A cherished classic arrives in Chichester at last
Chichester Festival Theatre has finally mounted My Fair Lady—a title that has enchanted audiences for around 70 years but, until now, had never appeared on this stage. The new production, directed by Rachel Kavanaugh, has landed to immediate acclaim, with a five-star write-up from reviewer Graham Hiley at In-Common. His verdict sets an early tone: this is a richly staged revival that balances spectacle with bite.
Lerner and Loewe’s musical, first performed in 1956 and set in 1912, follows Eliza Doolittle, a young flower-seller, and Professor Henry Higgins, a phonetics scholar who bets he can refashion her speech and pass her off at an embassy ball. It is a familiar story to many, popularised by the Broadway original starring Rex Harrison and Julie Andrews.
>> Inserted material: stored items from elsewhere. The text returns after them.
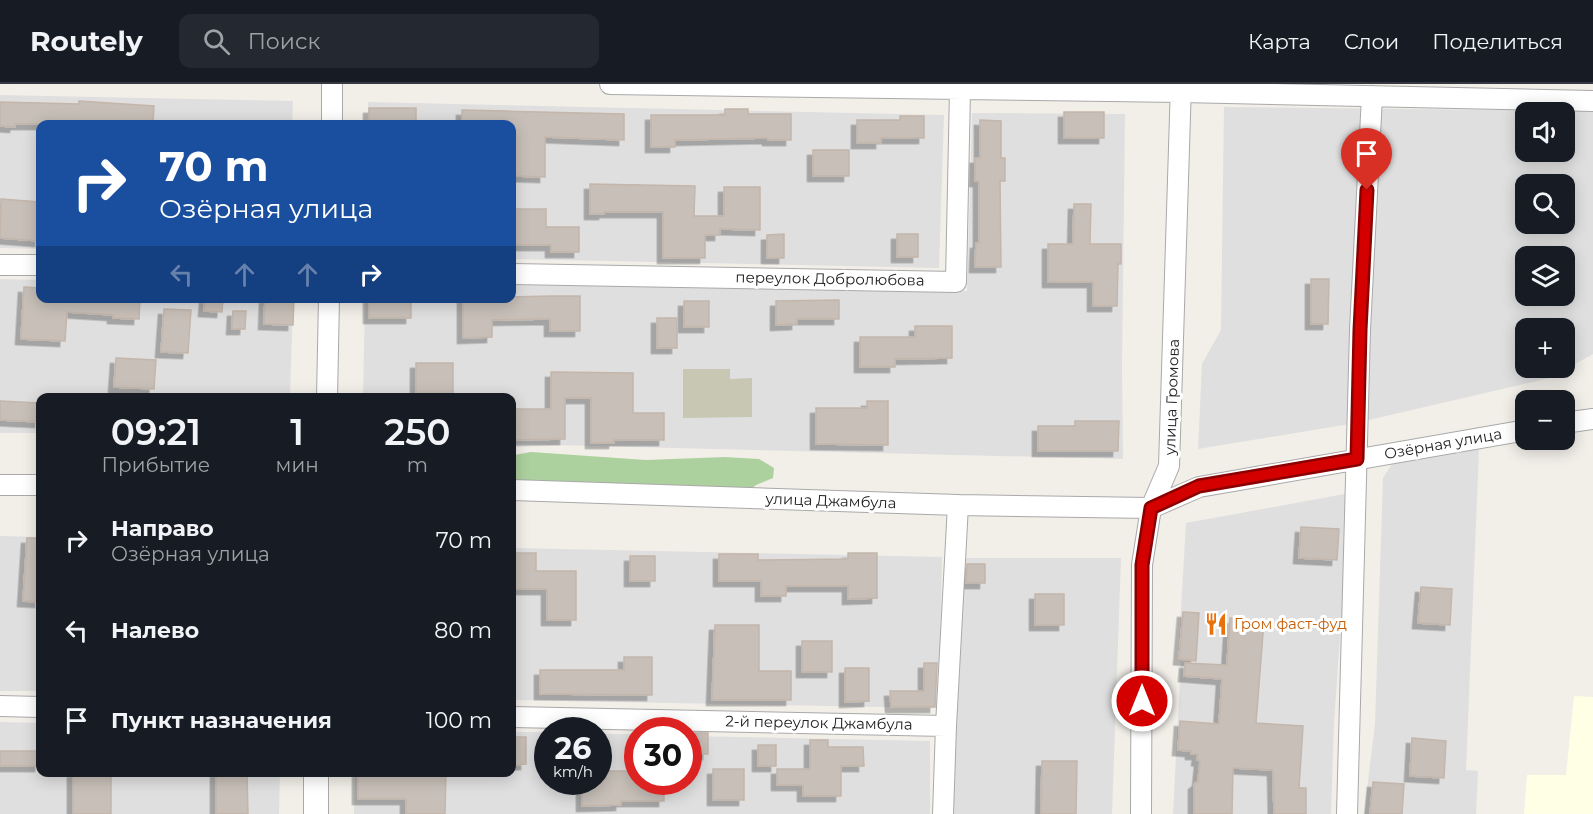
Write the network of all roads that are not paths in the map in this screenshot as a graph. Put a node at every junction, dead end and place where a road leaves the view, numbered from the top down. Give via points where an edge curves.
1 (332, 84) edge
2 (610, 84) edge
3 (1181, 88) edge
4 (960, 90) junction
5 (1372, 96) junction
6 (1593, 101) edge
7 (332, 120) edge
8 (0, 265) edge
9 (36, 265) edge
10 (516, 274) edge
11 (328, 303) edge
12 (327, 393) edge
13 (1593, 419) edge
14 (1575, 421) edge
15 (1515, 432) edge
16 (1357, 459) junction
17 (0, 485) edge
18 (36, 485) edge
19 (516, 490) edge
20 (958, 505) junction
21 (1151, 508) junction
22 (0, 706) edge
23 (36, 707) edge
24 (516, 717) edge
25 (946, 726) junction
26 (316, 777) edge
27 (315, 814) edge
28 (944, 814) edge
29 (1141, 814) edge
30 (1347, 814) edge

1 - 7 street
2 - 4 street
3 - 4 street
3 - 5 street
3 - 21 street, улица Громова via 1169,466
4 - 10 street, переулок Добролюбова via 956,282
5 - 6 street
5 - 16 street
8 - 9 street
11 - 12 street
13 - 14 street
15 - 16 street, Озёрная улица
16 - 21 street, Озёрная улица via 1199,486
16 - 30 street
17 - 18 street
19 - 20 street, улица Джамбула
20 - 21 street, улица Джамбула
20 - 25 street
21 - 29 street, улица Громова via 1142,565
22 - 23 street
24 - 25 street, 2-й переулок Джамбула
25 - 28 street
26 - 27 street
What’s fresh in Chichester is not the outline but the emphasis: questions of class, power and entitlement are pushed to the fore, without sacrificing the show’s melodic pull.
Performances that anchor the revival
Hadley Fraser returns to the Festival Theatre—swiftly on the heels of an appearance in Magic just three months ago—to play Higgins. The portrayal, as described by Hiley, is anything but benign: physical, driven and at times domineering, a portrait of a man who exerts control because he can. The reviewer notes how Higgins’s behaviour slides from hauteur into petulance when challenged, underlining a character whose brilliance does not excuse his blind spots. In one pointed detail, the professor’s insistence that Eliza is effectively his property—because he paid £5—lands with deliberate discomfort in 2026.
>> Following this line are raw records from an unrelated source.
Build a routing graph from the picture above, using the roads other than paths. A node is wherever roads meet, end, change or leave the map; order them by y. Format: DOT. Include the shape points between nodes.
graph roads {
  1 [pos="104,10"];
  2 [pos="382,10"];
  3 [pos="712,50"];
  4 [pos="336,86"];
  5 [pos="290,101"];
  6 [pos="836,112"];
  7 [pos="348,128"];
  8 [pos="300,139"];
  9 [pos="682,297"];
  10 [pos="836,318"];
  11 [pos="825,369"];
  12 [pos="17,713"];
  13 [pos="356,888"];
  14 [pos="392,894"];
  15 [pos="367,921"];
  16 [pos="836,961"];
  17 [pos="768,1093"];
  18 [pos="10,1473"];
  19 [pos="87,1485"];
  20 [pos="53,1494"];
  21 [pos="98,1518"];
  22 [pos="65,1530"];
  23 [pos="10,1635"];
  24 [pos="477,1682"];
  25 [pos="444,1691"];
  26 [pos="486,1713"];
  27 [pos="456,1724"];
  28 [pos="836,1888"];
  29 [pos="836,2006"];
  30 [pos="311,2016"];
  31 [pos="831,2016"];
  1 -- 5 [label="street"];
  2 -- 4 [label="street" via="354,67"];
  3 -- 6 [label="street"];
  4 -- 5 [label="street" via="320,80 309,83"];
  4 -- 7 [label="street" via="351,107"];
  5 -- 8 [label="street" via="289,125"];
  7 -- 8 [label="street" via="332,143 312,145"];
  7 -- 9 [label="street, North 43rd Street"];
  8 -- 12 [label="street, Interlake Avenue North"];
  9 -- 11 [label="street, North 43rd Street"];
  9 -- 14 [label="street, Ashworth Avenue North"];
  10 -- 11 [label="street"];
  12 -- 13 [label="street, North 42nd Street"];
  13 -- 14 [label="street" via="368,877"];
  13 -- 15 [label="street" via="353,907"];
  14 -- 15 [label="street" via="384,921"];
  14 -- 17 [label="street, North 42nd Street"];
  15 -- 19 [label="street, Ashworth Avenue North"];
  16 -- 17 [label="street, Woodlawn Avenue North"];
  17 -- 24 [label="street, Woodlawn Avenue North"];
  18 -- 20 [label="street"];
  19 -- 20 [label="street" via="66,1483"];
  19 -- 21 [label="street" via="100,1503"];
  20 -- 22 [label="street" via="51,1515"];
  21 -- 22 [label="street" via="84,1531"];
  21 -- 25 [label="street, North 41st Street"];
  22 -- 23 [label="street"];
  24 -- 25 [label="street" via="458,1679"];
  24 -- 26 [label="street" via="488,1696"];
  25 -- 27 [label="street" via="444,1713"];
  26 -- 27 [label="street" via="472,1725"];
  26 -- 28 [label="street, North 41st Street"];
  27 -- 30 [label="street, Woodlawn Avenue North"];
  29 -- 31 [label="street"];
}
As Eliza, Keziah Ibe is singled out as the vocal standout, with the review marveling that this is her professional debut. The dynamic between Ibe and Fraser—her resolve against his self-belief—appears to be the engine of Kavanaugh’s staging, allowing the production to find humour and heart while refusing to sand down the barbs. The classic numbers remain, but the frame around them sharpens the argument: who gets to define civility, and at what human cost?
| Role | Performer |
|---|---|
| Eliza Doolittle | Keziah Ibe |
| Henry Higgins | Hadley Fraser |
Design and dance with purpose
The In-Common review lauds the staging, costumes and choreography, pointing to a production that embraces spectacle without losing narrative focus. While not a museum piece, the visual world remains rooted in Edwardian London, heightening the distance between Eliza’s Covent Garden origins and the salons she is taught to navigate. Those contrasts—street grit and salon polish—echo through the movement and wardrobe choices, giving the audience a tangible sense of what Eliza is asked to trade away.
Some of the show’s most famous set pieces are allowed to breathe and bristle at once. Higgins’s bachelor tirades feel barbed anew, a reminder of how some casual assumptions linger.
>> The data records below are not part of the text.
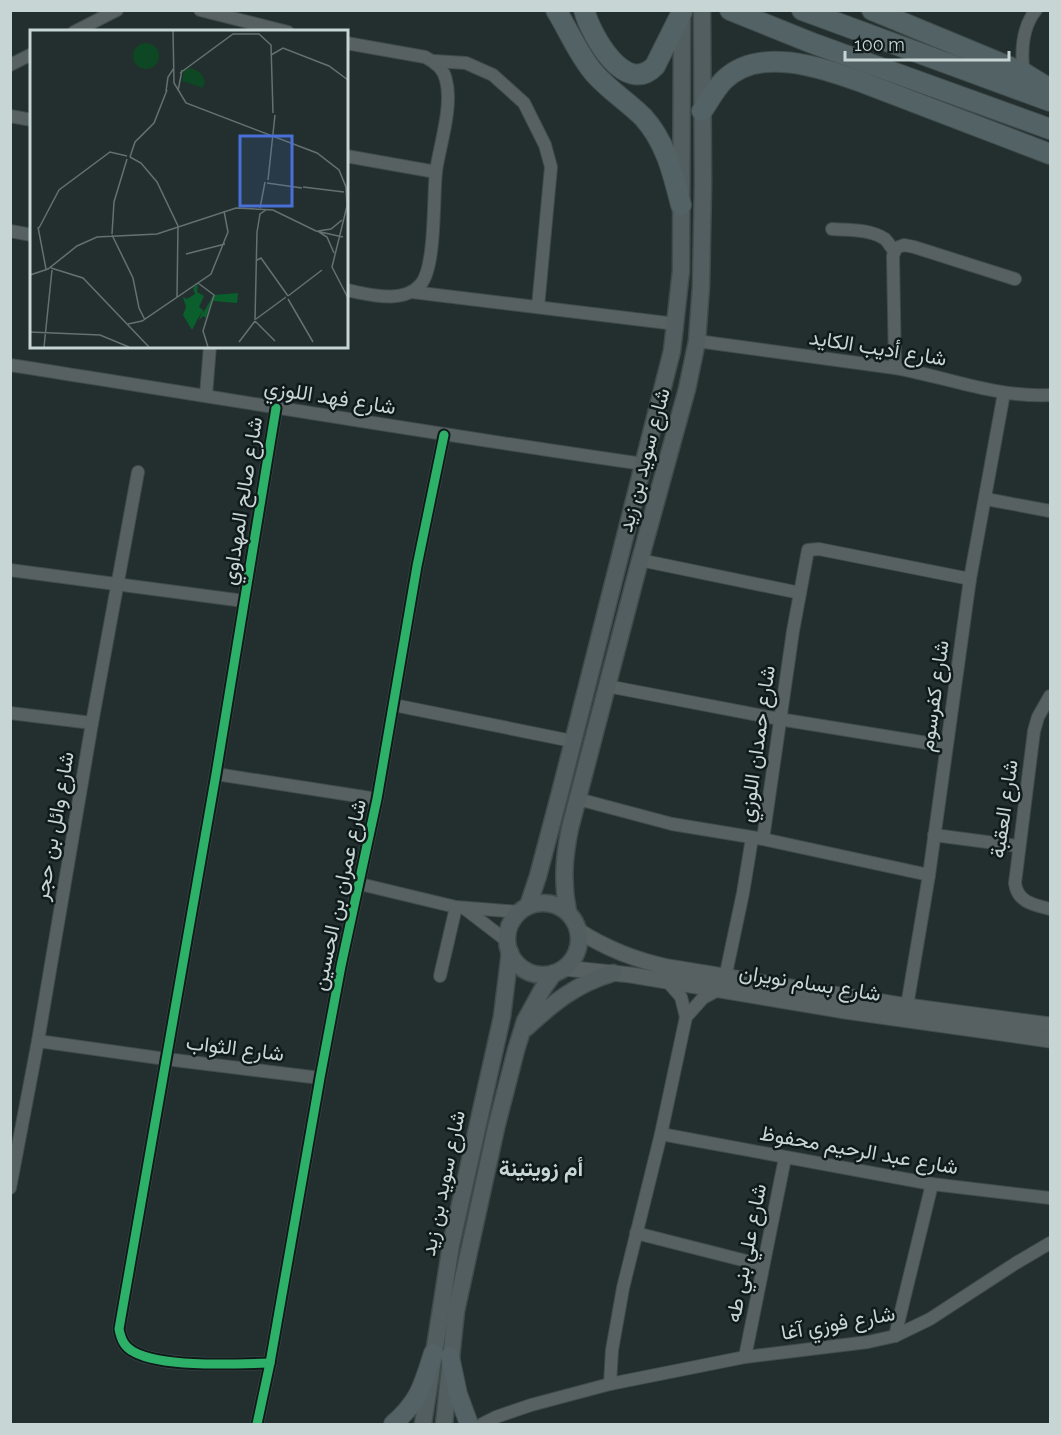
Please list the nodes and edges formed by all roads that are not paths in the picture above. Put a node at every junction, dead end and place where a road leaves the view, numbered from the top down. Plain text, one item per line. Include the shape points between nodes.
1 (117, 10) edge
2 (200, 10) edge
3 (556, 10) edge
4 (584, 10) edge
5 (730, 10) edge
6 (802, 10) edge
7 (872, 10) edge
8 (1036, 10) edge
9 (689, 11) edge
10 (78, 30) edge
11 (269, 30) edge
12 (348, 43) edge
13 (30, 55) edge
14 (434, 61) junction
15 (10, 65) edge
16 (1025, 83) junction
17 (1050, 89) edge
18 (1050, 101) edge
19 (702, 111) junction
20 (10, 116) edge
21 (30, 120) edge
22 (1050, 129) edge
23 (1050, 154) edge
24 (348, 156) edge
25 (436, 172) junction
26 (681, 206) junction
27 (832, 230) dead end
28 (10, 231) edge
29 (30, 235) edge
30 (894, 251) junction
31 (1015, 279) dead end
32 (348, 290) edge
33 (412, 292) junction
34 (538, 307) junction
35 (676, 324) junction
36 (697, 341) junction
37 (210, 348) edge
38 (10, 365) edge
39 (895, 368) junction
40 (1004, 393) junction
41 (206, 395) junction
42 (1050, 395) edge
43 (276, 408) junction
44 (444, 435) junction
45 (643, 465) junction
46 (138, 472) dead end
47 (986, 499) junction
48 (1050, 511) edge
49 (640, 560) junction
50 (10, 570) edge
51 (970, 579) junction
52 (117, 583) junction
53 (800, 593) junction
54 (244, 600) junction
55 (607, 686) junction
56 (1050, 696) edge
57 (394, 705) junction
58 (10, 713) edge
59 (779, 719) junction
60 (92, 723) junction
61 (572, 741) junction
62 (946, 746) junction
63 (216, 774) junction
64 (377, 799) junction
65 (578, 799) junction
66 (934, 835) junction
67 (757, 838) junction
68 (1018, 846) junction
69 (928, 876) junction
70 (360, 884) junction
71 (460, 908) junction
72 (523, 909) junction
73 (1050, 909) edge
74 (568, 912) junction
75 (579, 931) junction
76 (509, 946) junction
77 (559, 970) junction
78 (613, 973) junction
79 (440, 976) dead end
80 (667, 981) junction
81 (722, 984) junction
82 (907, 1006) junction
83 (686, 1017) junction
84 (1050, 1025) edge
85 (521, 1033) junction
86 (1050, 1040) edge
87 (38, 1041) junction
88 (166, 1059) junction
89 (320, 1078) junction
90 (661, 1134) junction
91 (785, 1158) junction
92 (932, 1184) junction
93 (10, 1188) edge
94 (1050, 1198) edge
95 (636, 1233) junction
96 (1050, 1243) edge
97 (762, 1265) junction
98 (895, 1336) junction
99 (441, 1354) junction
100 (745, 1357) junction
101 (270, 1364) junction
102 (610, 1384) junction
103 (257, 1425) edge
104 (393, 1425) edge
105 (423, 1425) edge
106 (444, 1425) edge
107 (469, 1425) edge
108 (482, 1425) edge

1 - 10 street
2 - 11 street
3 - 26 highway via 593,72 653,129 671,167
4 - 9 highway via 591,31 605,52 628,73 640,75 656,66
5 - 22 highway via 812,44
6 - 16 highway
7 - 16 highway
8 - 16 street via 1025,33
9 - 19 main road, شارع سويد بن زيد
9 - 26 main road, شارع سويد بن زيد
12 - 14 street
13 - 15 street
14 - 25 street via 446,78 447,89
14 - 34 street via 466,63 493,75 524,102 545,145 551,167
16 - 17 highway
16 - 18 highway
19 - 23 highway via 722,81 734,72 763,63 795,63 859,81
19 - 36 main road, شارع سويد بن زيد
20 - 21 street
24 - 25 street
25 - 33 street via 429,265 422,283
26 - 35 main road, شارع سويد بن زيد
27 - 30 street via 873,234 885,239
28 - 29 street
30 - 31 street via 899,246 914,247
30 - 39 street
32 - 33 street via 380,296
33 - 34 street
34 - 35 street
35 - 45 main road, شارع سويد بن زيد
36 - 39 street, شارع أديب الكايد
36 - 49 main road, شارع سويد بن زيد
37 - 41 street
38 - 41 street, شارع فهد اللوزي
39 - 40 street, شارع أديب الكايد
40 - 42 street, شارع أديب الكايد
40 - 47 street, شارع كفرسوم
41 - 43 street, شارع فهد اللوزي
43 - 44 street, شارع فهد اللوزي
43 - 54 street, شارع صالح المهداوي
44 - 45 street, شارع فهد اللوزي
44 - 57 street, شارع عمران بن الحسين
45 - 61 main road, شارع سويد بن زيد
46 - 52 street, شارع وائل بن حجر
47 - 48 street
47 - 51 street, شارع كفرسوم
49 - 53 street
49 - 55 main road, شارع سويد بن زيد
50 - 52 street
51 - 53 street, شارع حمدان اللوزي via 814,548 807,553
51 - 62 street, شارع كفرسوم
52 - 54 street
52 - 60 street, شارع وائل بن حجر
53 - 59 street, شارع حمدان اللوزي
54 - 63 street
55 - 59 street
55 - 65 main road, شارع سويد بن زيد
56 - 68 street, شارع العقبة via 1034,731
57 - 61 street
57 - 64 street, شارع عمران بن الحسين
58 - 60 street
59 - 62 street
59 - 67 street, شارع حمدان اللوزي
60 - 87 street, شارع وائل بن حجر
61 - 72 main road, شارع سويد بن زيد via 538,876
62 - 66 street, شارع كفرسوم
63 - 64 street
63 - 88 street
64 - 70 street, شارع عمران بن الحسين
65 - 67 street via 672,824
65 - 74 main road, شارع سويد بن زيد via 564,863
66 - 68 street
66 - 69 street, شارع كفرسوم
67 - 69 street, شارع حمدان اللوزي
67 - 81 street
68 - 73 street, شارع العقبة via 1016,891 1028,903
69 - 82 street, شارع كفرسوم
70 - 71 street
70 - 89 street, شارع عمران بن الحسين
71 - 72 street
71 - 76 street
71 - 79 street
72 - 74 main road via 549,903
72 - 76 main road via 508,930
74 - 75 main road
75 - 77 main road via 577,952
75 - 81 street, شارع بسام نويران via 630,957
76 - 77 main road via 515,961 533,973
76 - 99 main road, شارع سويد بن زيد via 502,1017 451,1245
77 - 78 street, شارع بسام نويران
77 - 85 main road, شارع سويد بن زيد via 531,1008
78 - 80 street, شارع بسام نويران
78 - 85 main road via 568,992
80 - 81 street, شارع بسام نويران
80 - 83 street via 681,997
81 - 82 street, شارع بسام نويران
81 - 83 street
81 - 86 street, شارع بسام نويران via 845,1011
82 - 84 street, شارع بسام نويران
83 - 90 street
85 - 99 main road, شارع سويد بن زيد
87 - 88 street, شارع الثواب
87 - 93 street, شارع وائل بن حجر
88 - 89 street, شارع الثواب
88 - 101 street via 120,1317 120,1338 133,1352 155,1359
89 - 101 street, شارع عمران بن الحسين
90 - 91 street, شارع عبد الرحيم محفوظ
90 - 95 street
91 - 92 street, شارع عبد الرحيم محفوظ
91 - 97 street, شارع علي بني طه
92 - 94 street, شارع عبد الرحيم محفوظ
92 - 98 street
95 - 97 street
95 - 102 street via 619,1307
96 - 98 street, شارع فوزي آغا via 930,1319
97 - 100 street, شارع علي بني طه
98 - 100 street, شارع فوزي آغا
99 - 104 main road via 416,1400
99 - 105 main road, شارع سويد بن زيد
99 - 106 main road, شارع سويد بن زيد
99 - 107 main road
100 - 102 street, شارع فوزي آغا
101 - 103 street, شارع عمران بن الحسين
102 - 108 street, شارع فوزي آغا via 496,1417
“Why Can’t A Woman Be More Like A Man?”
The line still startles, even as the melody charms; Kavanaugh’s handling underscores that this is the point.
Class, control and Chichester’s audience
Hiley’s review calls out the production’s willingness to confront uncomfortable truths embedded in a beloved score. Higgins’s complacency is not redeemed with a neat bow, and the production doesn’t pretend that a few changed vowels erase the structures that kept Eliza in her place. That tension gives the evening its moral weather. The show may be set more than a century ago, but the questions it stirs about social mobility, gendered expectations and who holds the microphone don’t feel distant.
For Chichester audiences, there’s added significance in simply seeing this title on the Festival Theatre stage for the first time. The venue has a long record of high-quality revivals and new work; adding My Fair Lady to that list brings both familiarity—those tunes—and fresh debate. Locally, it also signals the theatre’s ongoing confidence in drawing major talent back to the city, with Fraser’s rapid return and a debut from Ibe that, by the review’s account, announces a new voice to watch.
What the five-star acclaim signals
Hiley’s 5/5 rating is unambiguous. He highlights the leads, the show’s visual sweep and the director’s clarity of purpose. For a production debuting at a theatre that prides itself on rerouting the classics, it’s a strong endorsement. It suggests that those after a night of big melodies will find them, but so will anyone curious about how a golden-age musical can speak sharply to the present. If you have followed the Festival Theatre’s recent seasons, this one sits comfortably among its polished reimaginings—handsome to look at, yes, but with something to chew on on the way home.
- First time My Fair Lady has been staged at Chichester Festival Theatre.
- Direction: Rachel Kavanaugh, praised for cohesive staging, costume and choreography.
- Leads: Hadley Fraser (Higgins) and Keziah Ibe (Eliza), with Ibe’s vocals especially commended.
As ever with a piece as well-known as this, memories of past productions hover. Yet the Chichester staging, to judge by the early critical response, earns its place on its own terms—musically plush, narratively pointed and anchored by two performances that refuse to turn a complicated relationship into a fairytale. For a summer evening in West Sussex, that sounds like time well spent.